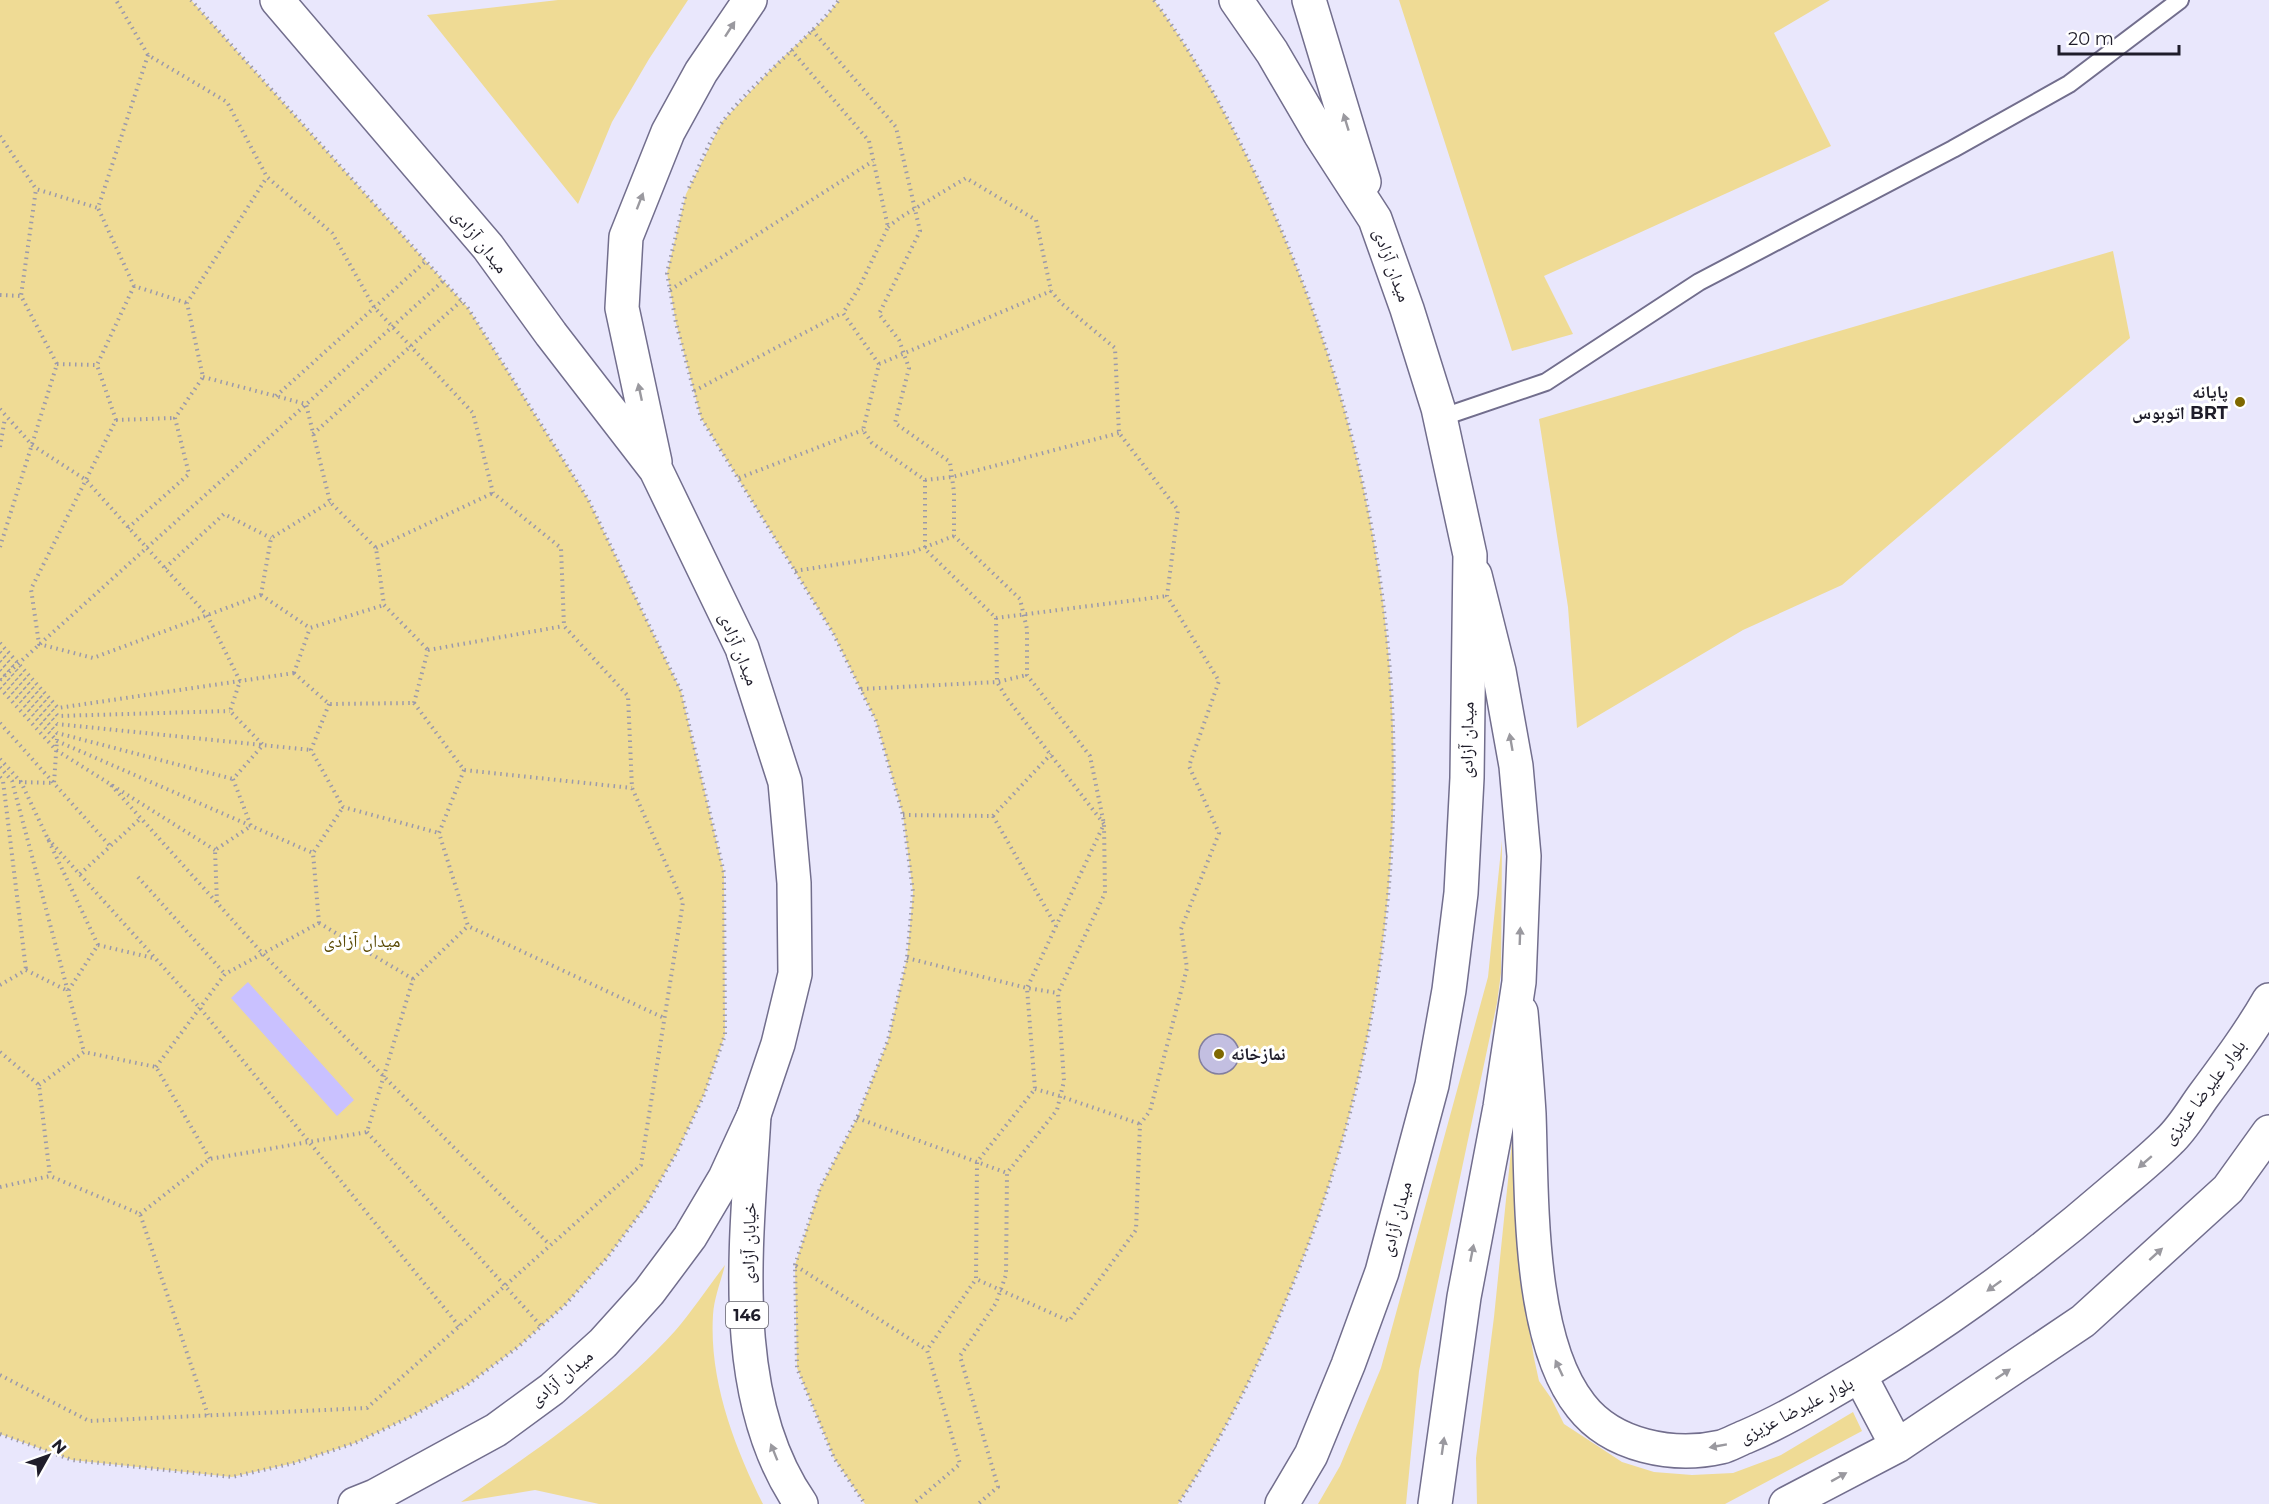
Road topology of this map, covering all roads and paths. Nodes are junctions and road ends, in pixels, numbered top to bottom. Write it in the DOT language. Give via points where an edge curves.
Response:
graph roads {
  1 [pos="116,0"];
  2 [pos="191,0"];
  3 [pos="277,0"];
  4 [pos="750,0"];
  5 [pos="1154,0"];
  6 [pos="1236,0"];
  7 [pos="2180,0"];
  8 [pos="1312,3"];
  9 [pos="812,30"];
  10 [pos="791,50"];
  11 [pos="148,55"];
  12 [pos="0,136"];
  13 [pos="873,161"];
  14 [pos="267,177"];
  15 [pos="36,189"];
  16 [pos="99,208"];
  17 [pos="915,209"];
  18 [pos="1375,219"];
  19 [pos="888,227"];
  20 [pos="426,261"];
  21 [pos="443,281"];
  22 [pos="134,286"];
  23 [pos="670,290"];
  24 [pos="1051,291"];
  25 [pos="0,295"];
  26 [pos="21,297"];
  27 [pos="461,301"];
  28 [pos="188,303"];
  29 [pos="374,307"];
  30 [pos="843,313"];
  31 [pos="393,327"];
  32 [pos="410,347"];
  33 [pos="904,354"];
  34 [pos="57,364"];
  35 [pos="879,364"];
  36 [pos="97,365"];
  37 [pos="203,377"];
  38 [pos="694,391"];
  39 [pos="275,396"];
  40 [pos="306,404"];
  41 [pos="0,409"];
  42 [pos="5,417"];
  43 [pos="175,418"];
  44 [pos="1440,418"];
  45 [pos="116,420"];
  46 [pos="863,430"];
  47 [pos="1119,433"];
  48 [pos="314,435"];
  49 [pos="32,445"];
  50 [pos="0,447"];
  51 [pos="656,470"];
  52 [pos="952,477"];
  53 [pos="739,478"];
  54 [pos="86,480"];
  55 [pos="925,480"];
  56 [pos="493,493"];
  57 [pos="330,502"];
  58 [pos="128,528"];
  59 [pos="954,536"];
  60 [pos="271,538"];
  61 [pos="0,547"];
  62 [pos="147,548"];
  63 [pos="376,548"];
  64 [pos="925,549"];
  65 [pos="1470,555"];
  66 [pos="165,568"];
  67 [pos="795,571"];
  68 [pos="261,595"];
  69 [pos="1167,596"];
  70 [pos="384,605"];
  71 [pos="1023,614"];
  72 [pos="207,615"];
  73 [pos="996,618"];
  74 [pos="564,626"];
  75 [pos="310,628"];
  76 [pos="0,643"];
  77 [pos="39,644"];
  78 [pos="428,650"];
  79 [pos="0,652"];
  80 [pos="0,661"];
  81 [pos="18,663"];
  82 [pos="14,668"];
  83 [pos="0,670"];
  84 [pos="9,671"];
  85 [pos="294,673"];
  86 [pos="5,675"];
  87 [pos="1027,675"];
  88 [pos="0,679"];
  89 [pos="240,681"];
  90 [pos="997,682"];
  91 [pos="0,688"];
  92 [pos="860,689"];
  93 [pos="414,703"];
  94 [pos="328,704"];
  95 [pos="58,708"];
  96 [pos="230,711"];
  97 [pos="58,716"];
  98 [pos="0,723"];
  99 [pos="57,724"];
  100 [pos="57,733"];
  101 [pos="57,741"];
  102 [pos="263,745"];
  103 [pos="56,750"];
  104 [pos="311,750"];
  105 [pos="1051,754"];
  106 [pos="0,759"];
  107 [pos="0,767"];
  108 [pos="464,770"];
  109 [pos="1,779"];
  110 [pos="233,779"];
  111 [pos="12,781"];
  112 [pos="21,782"];
  113 [pos="54,783"];
  114 [pos="111,785"];
  115 [pos="632,788"];
  116 [pos="343,807"];
  117 [pos="903,815"];
  118 [pos="993,816"];
  119 [pos="141,818"];
  120 [pos="1104,824"];
  121 [pos="251,826"];
  122 [pos="439,833"];
  123 [pos="48,839"];
  124 [pos="110,846"];
  125 [pos="215,850"];
  126 [pos="313,853"];
  127 [pos="80,874"];
  128 [pos="138,877"];
  129 [pos="217,903"];
  130 [pos="319,923"];
  131 [pos="468,926"];
  132 [pos="1056,926"];
  133 [pos="98,945"];
  134 [pos="263,954"];
  135 [pos="155,958"];
  136 [pos="907,958"];
  137 [pos="26,970"];
  138 [pos="225,974"];
  139 [pos="413,979"];
  140 [pos="1519,982"];
  141 [pos="0,985"];
  142 [pos="1027,988"];
  143 [pos="68,991"];
  144 [pos="1058,993"];
  145 [pos="2269,1000"];
  146 [pos="200,1008"];
  147 [pos="664,1018"];
  148 [pos="0,1052"];
  149 [pos="84,1052"];
  150 [pos="156,1067"];
  151 [pos="384,1076"];
  152 [pos="39,1084"];
  153 [pos="1035,1089"];
  154 [pos="1060,1095"];
  155 [pos="754,1115"];
  156 [pos="857,1118"];
  157 [pos="1140,1124"];
  158 [pos="367,1132"];
  159 [pos="2269,1132"];
  160 [pos="309,1142"];
  161 [pos="210,1159"];
  162 [pos="977,1162"];
  163 [pos="1007,1173"];
  164 [pos="50,1176"];
  165 [pos="0,1186"];
  166 [pos="140,1214"];
  167 [pos="550,1245"];
  168 [pos="795,1265"];
  169 [pos="976,1279"];
  170 [pos="505,1286"];
  171 [pos="1001,1289"];
  172 [pos="459,1326"];
  173 [pos="542,1326"];
  174 [pos="927,1350"];
  175 [pos="0,1375"];
  176 [pos="1860,1376"];
  177 [pos="208,1415"];
  178 [pos="0,1434"];
  179 [pos="1897,1446"];
  180 [pos="355,1504"];
  181 [pos="801,1504"];
  182 [pos="913,1504"];
  183 [pos="978,1504"];
  184 [pos="1178,1504"];
  185 [pos="1282,1504"];
  186 [pos="1435,1504"];
  187 [pos="1786,1504"];
  1 -- 11 [label="path"];
  2 -- 20 [label="path"];
  3 -- 51 [label="main road, میدان آزادی" via="488,247"];
  51 -- 4 [label="main road, one-way" via="622,308 626,237 668,132 701,72"];
  5 -- 184 [label="path" via="1210,88 1254,169 1325,340 1351,429 1371,519 1385,610 1394,760 1390,887 1379,978 1362,1069 1338,1158 1309,1245 1273,1331 1233,1413"];
  6 -- 18 [label="main road, میدان آزادی"];
  7 -- 44 [label="lane" via="2069,84 1699,282 1546,382"];
  18 -- 8 [label="main road, one-way"];
  9 -- 17 [label="path" via="896,127"];
  10 -- 13 [label="path" via="868,141"];
  11 -- 14 [label="path" via="227,102"];
  11 -- 16 [label="path"];
  12 -- 15 [label="path"];
  13 -- 19 [label="path"];
  13 -- 23 [label="path"];
  14 -- 28 [label="path"];
  14 -- 29 [label="path" via="332,233"];
  15 -- 16 [label="path"];
  15 -- 26 [label="path"];
  16 -- 22 [label="path"];
  17 -- 19 [label="path"];
  17 -- 24 [label="path" via="966,178 1036,220"];
  17 -- 33 [label="path" via="920,231 879,314 899,340"];
  18 -- 44 [label="main road, میدان آزادی"];
  19 -- 30 [label="path"];
  20 -- 21 [label="path"];
  20 -- 29 [label="path"];
  21 -- 27 [label="path"];
  21 -- 31 [label="path"];
  22 -- 28 [label="path"];
  22 -- 36 [label="path"];
  24 -- 33 [label="path"];
  24 -- 47 [label="path" via="1115,348"];
  25 -- 26 [label="path"];
  26 -- 34 [label="path"];
  27 -- 32 [label="path"];
  27 -- 173 [label="path" via="588,499 681,691 724,873 724,1035 704,1095 645,1207 607,1258"];
  28 -- 37 [label="path"];
  29 -- 31 [label="path"];
  29 -- 39 [label="path"];
  30 -- 35 [label="path"];
  30 -- 38 [label="path"];
  31 -- 32 [label="path"];
  31 -- 40 [label="path"];
  32 -- 48 [label="path"];
  32 -- 56 [label="path" via="473,413"];
  33 -- 35 [label="path"];
  33 -- 52 [label="path" via="909,368 896,423 950,462"];
  34 -- 36 [label="path"];
  34 -- 49 [label="path"];
  35 -- 46 [label="path"];
  36 -- 45 [label="path"];
  37 -- 39 [label="path"];
  37 -- 43 [label="path"];
  39 -- 40 [label="path"];
  40 -- 48 [label="path"];
  40 -- 62 [label="path"];
  41 -- 42 [label="path"];
  42 -- 49 [label="path"];
  42 -- 50 [label="path"];
  43 -- 45 [label="path"];
  43 -- 58 [label="path" via="189,474"];
  44 -- 65 [label="main road, میدان آزادی"];
  45 -- 54 [label="path"];
  46 -- 53 [label="path"];
  46 -- 55 [label="path" via="872,443"];
  47 -- 52 [label="path"];
  47 -- 69 [label="path" via="1178,510"];
  48 -- 57 [label="path"];
  49 -- 54 [label="path"];
  49 -- 61 [label="path"];
  51 -- 155 [label="main road, میدان آزادی" via="742,648 785,782 794,883 795,974 778,1044"];
  52 -- 55 [label="path"];
  52 -- 59 [label="path"];
  54 -- 58 [label="path"];
  54 -- 77 [label="path" via="31,589"];
  55 -- 64 [label="path"];
  56 -- 63 [label="path"];
  56 -- 74 [label="path" via="561,548"];
  57 -- 60 [label="path"];
  57 -- 63 [label="path"];
  58 -- 62 [label="path"];
  59 -- 64 [label="path"];
  59 -- 71 [label="path" via="1020,599"];
  60 -- 66 [label="path" via="224,514"];
  60 -- 68 [label="path"];
  62 -- 66 [label="path"];
  62 -- 77 [label="path"];
  63 -- 70 [label="path"];
  64 -- 67 [label="path"];
  64 -- 73 [label="path"];
  140 -- 65 [label="main road, one-way" via="1524,856 1516,766 1499,671"];
  65 -- 185 [label="main road, میدان آزادی" via="1461,893 1432,1085 1375,1292 1311,1455"];
  66 -- 72 [label="path"];
  68 -- 72 [label="path"];
  68 -- 75 [label="path"];
  69 -- 71 [label="path"];
  69 -- 157 [label="path" via="1219,681 1189,766 1219,833 1181,929 1186,968 1150,1112"];
  70 -- 75 [label="path"];
  70 -- 78 [label="path"];
  71 -- 73 [label="path"];
  71 -- 87 [label="path" via="1027,629"];
  72 -- 77 [label="path" via="93,658"];
  72 -- 89 [label="path"];
  73 -- 90 [label="path"];
  74 -- 78 [label="path"];
  74 -- 115 [label="path" via="628,696"];
  75 -- 85 [label="path"];
  76 -- 81 [label="path"];
  77 -- 81 [label="path"];
  78 -- 93 [label="path"];
  79 -- 82 [label="path"];
  80 -- 84 [label="path"];
  81 -- 82 [label="path"];
  81 -- 95 [label="path"];
  82 -- 84 [label="path"];
  82 -- 97 [label="path"];
  83 -- 86 [label="path"];
  84 -- 86 [label="path"];
  84 -- 99 [label="path"];
  85 -- 89 [label="path"];
  85 -- 94 [label="path"];
  86 -- 88 [label="path"];
  86 -- 100 [label="path"];
  87 -- 90 [label="path"];
  87 -- 120 [label="path" via="1090,756"];
  88 -- 101 [label="path"];
  89 -- 95 [label="path"];
  89 -- 96 [label="path"];
  90 -- 92 [label="path"];
  90 -- 105 [label="path"];
  91 -- 103 [label="path"];
  93 -- 94 [label="path"];
  93 -- 108 [label="path"];
  94 -- 104 [label="path"];
  95 -- 97 [label="path"];
  96 -- 97 [label="path"];
  96 -- 102 [label="path"];
  97 -- 99 [label="path"];
  98 -- 113 [label="path"];
  99 -- 100 [label="path"];
  99 -- 102 [label="path"];
  100 -- 101 [label="path"];
  100 -- 110 [label="path"];
  101 -- 103 [label="path"];
  101 -- 121 [label="path"];
  102 -- 104 [label="path"];
  102 -- 110 [label="path"];
  103 -- 113 [label="path"];
  103 -- 114 [label="path"];
  104 -- 116 [label="path"];
  105 -- 118 [label="path"];
  105 -- 120 [label="path"];
  106 -- 112 [label="path"];
  107 -- 111 [label="path"];
  108 -- 115 [label="path"];
  108 -- 122 [label="path"];
  109 -- 111 [label="path"];
  109 -- 137 [label="path"];
  110 -- 121 [label="path"];
  111 -- 112 [label="path"];
  111 -- 143 [label="path"];
  112 -- 113 [label="path"];
  112 -- 123 [label="path"];
  113 -- 124 [label="path"];
  114 -- 119 [label="path"];
  114 -- 125 [label="path"];
  115 -- 147 [label="path" via="683,902"];
  116 -- 122 [label="path"];
  116 -- 126 [label="path"];
  117 -- 118 [label="path"];
  118 -- 132 [label="path"];
  119 -- 124 [label="path"];
  119 -- 129 [label="path"];
  120 -- 132 [label="path"];
  120 -- 144 [label="path" via="1105,893"];
  121 -- 125 [label="path"];
  121 -- 126 [label="path"];
  122 -- 131 [label="path"];
  123 -- 127 [label="path"];
  123 -- 133 [label="path"];
  124 -- 127 [label="path"];
  125 -- 129 [label="path"];
  126 -- 130 [label="path"];
  127 -- 135 [label="path"];
  128 -- 138 [label="path"];
  129 -- 134 [label="path"];
  130 -- 134 [label="path"];
  130 -- 139 [label="path"];
  131 -- 139 [label="path"];
  131 -- 147 [label="path"];
  132 -- 142 [label="path"];
  133 -- 135 [label="path"];
  133 -- 143 [label="path"];
  134 -- 138 [label="path"];
  134 -- 151 [label="path"];
  135 -- 146 [label="path"];
  136 -- 142 [label="path"];
  137 -- 141 [label="path"];
  137 -- 143 [label="path"];
  138 -- 146 [label="path"];
  139 -- 151 [label="path"];
  176 -- 140 [label="main road, بلوار علیرضا عزیزی, one-way" via="1775,1424 1723,1447 1687,1450 1638,1445 1606,1431 1582,1408 1555,1361 1542,1303 1533,1220"];
  186 -- 140 [label="main road, one-way" via="1464,1297"];
  142 -- 144 [label="path"];
  142 -- 153 [label="path"];
  143 -- 149 [label="path"];
  144 -- 154 [label="path" via="1064,1081"];
  145 -- 176 [label="main road, بلوار علیرضا عزیزی, one-way" via="2172,1139 2010,1274"];
  146 -- 150 [label="path"];
  146 -- 160 [label="path"];
  147 -- 167 [label="path" via="641,1166"];
  148 -- 152 [label="path"];
  149 -- 150 [label="path"];
  149 -- 152 [label="path"];
  150 -- 161 [label="path"];
  151 -- 158 [label="path"];
  151 -- 167 [label="path"];
  152 -- 164 [label="path"];
  153 -- 154 [label="path"];
  153 -- 162 [label="path"];
  154 -- 157 [label="path"];
  154 -- 163 [label="path" via="1057,1110"];
  155 -- 180 [label="main road, میدان آزادی" via="725,1178 690,1237 649,1292 603,1343 552,1389 496,1430 396,1486"];
  181 -- 155 [label="main road, خیابان آزادی / 146, one-way" via="786,1483 764,1427 751,1377 747,1237"];
  156 -- 162 [label="path"];
  157 -- 171 [label="path" via="1136,1230 1069,1321"];
  158 -- 160 [label="path"];
  158 -- 170 [label="path"];
  179 -- 159 [label="main road, one-way" via="2082,1321 2228,1189"];
  160 -- 161 [label="path"];
  160 -- 172 [label="path"];
  161 -- 166 [label="path"];
  162 -- 163 [label="path"];
  162 -- 169 [label="path"];
  163 -- 171 [label="path" via="1006,1275"];
  164 -- 165 [label="path"];
  164 -- 166 [label="path"];
  166 -- 177 [label="path"];
  167 -- 170 [label="path"];
  168 -- 174 [label="path"];
  169 -- 171 [label="path"];
  169 -- 174 [label="path"];
  170 -- 172 [label="path"];
  170 -- 173 [label="path"];
  171 -- 183 [label="path" via="996,1303 960,1356 998,1487"];
  172 -- 177 [label="path" via="367,1408"];
  173 -- 178 [label="path" via="467,1384 412,1416 355,1443 294,1463 232,1477 72,1460"];
  174 -- 182 [label="path" via="960,1464"];
  175 -- 177 [label="path" via="89,1421"];
  176 -- 179 [label="main road"];
  187 -- 179 [label="main road, one-way"];
}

Prompt –
Pull every line containing the word "roads" out of the listing.

Response below –
Road topology of this map, covering all roads and paths. Nodes are junctions and road ends, in pixels, numbered top to bottom. Write it in the DOT language. Give via points where an edge curves.
graph roads {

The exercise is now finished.